The district court entered judgment in favor of the United States, finding that the plaintiffs failed to meet their burden of proof on breach of duty by a preponderance of the evidence because they offered only “sheer speculation”—not evidence or expert opinion—to support their position that the damage to their vehicle and the postal truck conclusively proved that Williams initiated the contact. Furry and Nye appeal.

II. ANALYSIS

In the FTCA, 28 U.S.C. §§ 1346(b)(1) & 2671–80, Congress waived the United States's sovereign immunity for suits brought by persons injured by the negligence of federal employees acting within the scope of their employment. Emp'rs Ins. of Wausau v. United States, 27 F.3d 245, 247 (7th Cir.1994).

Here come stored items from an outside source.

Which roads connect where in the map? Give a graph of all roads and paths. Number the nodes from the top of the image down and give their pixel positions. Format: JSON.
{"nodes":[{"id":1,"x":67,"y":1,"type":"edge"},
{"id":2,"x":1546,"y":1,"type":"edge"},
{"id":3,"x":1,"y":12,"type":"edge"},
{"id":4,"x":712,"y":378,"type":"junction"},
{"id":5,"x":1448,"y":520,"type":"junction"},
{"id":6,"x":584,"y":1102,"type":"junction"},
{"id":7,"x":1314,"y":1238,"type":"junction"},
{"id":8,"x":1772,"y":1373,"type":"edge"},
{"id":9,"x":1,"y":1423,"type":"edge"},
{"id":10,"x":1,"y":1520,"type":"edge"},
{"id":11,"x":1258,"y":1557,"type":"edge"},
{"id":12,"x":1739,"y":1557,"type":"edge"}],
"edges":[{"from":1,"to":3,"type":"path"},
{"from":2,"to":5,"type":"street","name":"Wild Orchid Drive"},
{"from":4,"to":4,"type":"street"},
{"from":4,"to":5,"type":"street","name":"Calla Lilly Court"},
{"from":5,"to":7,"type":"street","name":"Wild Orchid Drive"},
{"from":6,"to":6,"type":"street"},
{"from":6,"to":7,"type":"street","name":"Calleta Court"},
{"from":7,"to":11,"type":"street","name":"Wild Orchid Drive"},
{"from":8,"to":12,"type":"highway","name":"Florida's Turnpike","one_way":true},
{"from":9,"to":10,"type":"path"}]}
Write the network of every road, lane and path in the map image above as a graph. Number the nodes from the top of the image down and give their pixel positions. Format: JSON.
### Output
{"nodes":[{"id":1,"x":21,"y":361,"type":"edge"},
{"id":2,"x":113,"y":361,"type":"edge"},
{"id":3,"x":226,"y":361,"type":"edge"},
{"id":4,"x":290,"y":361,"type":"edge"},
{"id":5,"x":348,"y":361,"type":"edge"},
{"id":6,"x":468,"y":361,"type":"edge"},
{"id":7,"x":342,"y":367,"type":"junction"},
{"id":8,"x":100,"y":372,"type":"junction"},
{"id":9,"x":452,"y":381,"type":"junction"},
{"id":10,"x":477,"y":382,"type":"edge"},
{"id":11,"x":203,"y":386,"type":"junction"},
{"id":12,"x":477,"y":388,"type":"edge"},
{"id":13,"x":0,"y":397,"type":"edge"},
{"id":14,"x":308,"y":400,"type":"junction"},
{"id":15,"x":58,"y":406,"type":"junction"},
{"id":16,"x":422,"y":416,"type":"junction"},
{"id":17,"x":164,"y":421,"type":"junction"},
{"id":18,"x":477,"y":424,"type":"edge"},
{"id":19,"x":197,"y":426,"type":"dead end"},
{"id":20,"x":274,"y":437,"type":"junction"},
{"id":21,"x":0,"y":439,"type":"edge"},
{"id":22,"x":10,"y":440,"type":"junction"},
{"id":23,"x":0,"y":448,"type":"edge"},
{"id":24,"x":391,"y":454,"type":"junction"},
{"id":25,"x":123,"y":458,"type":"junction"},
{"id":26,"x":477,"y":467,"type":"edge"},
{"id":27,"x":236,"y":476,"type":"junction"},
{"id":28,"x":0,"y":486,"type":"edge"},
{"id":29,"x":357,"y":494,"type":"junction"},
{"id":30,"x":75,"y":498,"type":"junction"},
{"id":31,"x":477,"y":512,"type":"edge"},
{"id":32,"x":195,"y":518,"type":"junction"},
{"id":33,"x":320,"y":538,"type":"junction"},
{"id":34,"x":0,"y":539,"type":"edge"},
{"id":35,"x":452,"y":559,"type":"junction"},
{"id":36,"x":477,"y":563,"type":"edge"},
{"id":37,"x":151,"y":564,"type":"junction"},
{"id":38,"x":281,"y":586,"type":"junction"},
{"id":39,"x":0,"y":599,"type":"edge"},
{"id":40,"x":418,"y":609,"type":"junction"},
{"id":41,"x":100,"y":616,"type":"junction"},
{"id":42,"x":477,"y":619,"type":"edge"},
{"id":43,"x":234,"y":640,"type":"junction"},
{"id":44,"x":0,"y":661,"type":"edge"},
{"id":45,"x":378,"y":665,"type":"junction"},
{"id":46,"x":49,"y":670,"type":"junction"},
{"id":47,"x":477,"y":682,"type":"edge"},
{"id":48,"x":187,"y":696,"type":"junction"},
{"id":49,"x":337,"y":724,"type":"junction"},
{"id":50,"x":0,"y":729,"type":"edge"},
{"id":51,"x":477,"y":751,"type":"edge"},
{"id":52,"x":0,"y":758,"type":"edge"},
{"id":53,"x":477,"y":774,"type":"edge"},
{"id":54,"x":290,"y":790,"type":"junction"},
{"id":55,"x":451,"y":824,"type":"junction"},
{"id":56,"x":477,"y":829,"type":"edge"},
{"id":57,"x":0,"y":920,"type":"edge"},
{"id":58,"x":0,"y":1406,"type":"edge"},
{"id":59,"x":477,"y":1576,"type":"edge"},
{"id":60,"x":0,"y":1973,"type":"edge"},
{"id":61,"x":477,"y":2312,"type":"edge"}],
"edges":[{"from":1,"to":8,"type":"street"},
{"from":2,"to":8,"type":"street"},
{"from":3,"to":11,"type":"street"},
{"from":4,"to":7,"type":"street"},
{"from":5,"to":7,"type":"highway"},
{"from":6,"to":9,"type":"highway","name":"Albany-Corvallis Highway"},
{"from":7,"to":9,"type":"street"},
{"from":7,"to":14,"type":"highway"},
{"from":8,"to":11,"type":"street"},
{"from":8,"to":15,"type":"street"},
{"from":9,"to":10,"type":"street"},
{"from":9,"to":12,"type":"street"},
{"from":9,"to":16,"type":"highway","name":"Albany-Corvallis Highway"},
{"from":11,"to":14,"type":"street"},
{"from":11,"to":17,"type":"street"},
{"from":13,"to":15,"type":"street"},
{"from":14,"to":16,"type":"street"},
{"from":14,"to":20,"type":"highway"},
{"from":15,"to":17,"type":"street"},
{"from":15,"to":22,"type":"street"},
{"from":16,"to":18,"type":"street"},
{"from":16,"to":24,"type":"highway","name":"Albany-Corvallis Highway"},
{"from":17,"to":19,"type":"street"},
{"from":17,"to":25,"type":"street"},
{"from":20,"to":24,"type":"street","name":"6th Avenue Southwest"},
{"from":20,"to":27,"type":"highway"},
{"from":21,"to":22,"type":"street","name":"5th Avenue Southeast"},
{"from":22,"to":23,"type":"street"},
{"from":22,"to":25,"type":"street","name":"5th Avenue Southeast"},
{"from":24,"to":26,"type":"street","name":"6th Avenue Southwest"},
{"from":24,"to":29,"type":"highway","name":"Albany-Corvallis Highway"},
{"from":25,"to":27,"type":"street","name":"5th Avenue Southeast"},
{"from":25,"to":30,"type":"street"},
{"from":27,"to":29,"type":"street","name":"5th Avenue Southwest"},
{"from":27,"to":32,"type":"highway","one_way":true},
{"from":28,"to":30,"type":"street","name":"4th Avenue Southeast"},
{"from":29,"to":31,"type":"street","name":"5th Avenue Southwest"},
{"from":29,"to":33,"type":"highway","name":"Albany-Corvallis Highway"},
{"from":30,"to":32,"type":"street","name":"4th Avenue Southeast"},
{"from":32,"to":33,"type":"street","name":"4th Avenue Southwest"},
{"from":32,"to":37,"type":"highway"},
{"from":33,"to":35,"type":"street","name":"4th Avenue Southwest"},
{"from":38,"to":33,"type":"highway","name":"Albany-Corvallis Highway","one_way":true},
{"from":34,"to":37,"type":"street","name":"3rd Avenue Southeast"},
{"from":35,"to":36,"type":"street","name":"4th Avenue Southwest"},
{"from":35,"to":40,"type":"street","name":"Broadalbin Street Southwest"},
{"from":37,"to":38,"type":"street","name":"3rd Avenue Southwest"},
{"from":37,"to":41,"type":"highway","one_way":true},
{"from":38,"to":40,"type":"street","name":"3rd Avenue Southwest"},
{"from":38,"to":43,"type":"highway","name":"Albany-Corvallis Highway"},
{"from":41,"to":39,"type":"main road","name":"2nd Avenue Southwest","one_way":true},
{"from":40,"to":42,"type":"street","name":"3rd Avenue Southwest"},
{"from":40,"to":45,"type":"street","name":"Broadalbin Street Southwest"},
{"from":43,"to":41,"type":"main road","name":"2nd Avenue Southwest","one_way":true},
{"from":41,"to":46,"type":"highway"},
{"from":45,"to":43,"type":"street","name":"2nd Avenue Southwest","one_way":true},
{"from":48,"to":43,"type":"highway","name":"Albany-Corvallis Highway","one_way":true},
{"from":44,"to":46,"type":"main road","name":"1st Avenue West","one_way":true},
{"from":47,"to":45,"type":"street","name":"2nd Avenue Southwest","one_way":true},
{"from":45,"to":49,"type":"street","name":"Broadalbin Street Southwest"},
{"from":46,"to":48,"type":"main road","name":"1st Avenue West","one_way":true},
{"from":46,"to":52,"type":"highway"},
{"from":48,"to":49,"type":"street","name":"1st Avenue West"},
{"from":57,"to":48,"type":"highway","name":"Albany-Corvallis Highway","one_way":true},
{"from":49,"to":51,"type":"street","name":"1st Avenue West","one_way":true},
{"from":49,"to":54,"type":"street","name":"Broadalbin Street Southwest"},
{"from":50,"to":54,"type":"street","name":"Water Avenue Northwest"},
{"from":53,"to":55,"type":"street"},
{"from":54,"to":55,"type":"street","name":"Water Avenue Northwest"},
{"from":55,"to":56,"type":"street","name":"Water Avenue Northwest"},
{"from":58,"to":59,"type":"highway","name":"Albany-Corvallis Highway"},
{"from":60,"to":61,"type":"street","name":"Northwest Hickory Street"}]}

The “law of the place where the act or omission occurred” governs FTCA claims, 28 U.S.C. § 1346(b)(1), so we rely on Illinois law here. To succeed on a negligence claim in Illinois, a plaintiff “must allege and prove that the defendant owed a duty to the plaintiff, that defendant breached that duty, and that the breach was the proximate cause of the plaintiff's injuries.” First Springfield Bank & Trust v. Galman, 188 Ill.2d 252, 242 Ill.Dec. 113, 720 N.E.2d 1068, 1071 (1999). The parties agree that Williams had “a duty to exercise reasonable care in the operation of his vehicle and to have his vehicle under such control as [would] enable him to avoid collision with other vehicles or pedestrians.” Moran v. Gatz, 390 Ill. 478, 62 N.E.2d 443, 444 (1945). So the issues presented for resolution at the bench trial were breach, proximate cause, and damages.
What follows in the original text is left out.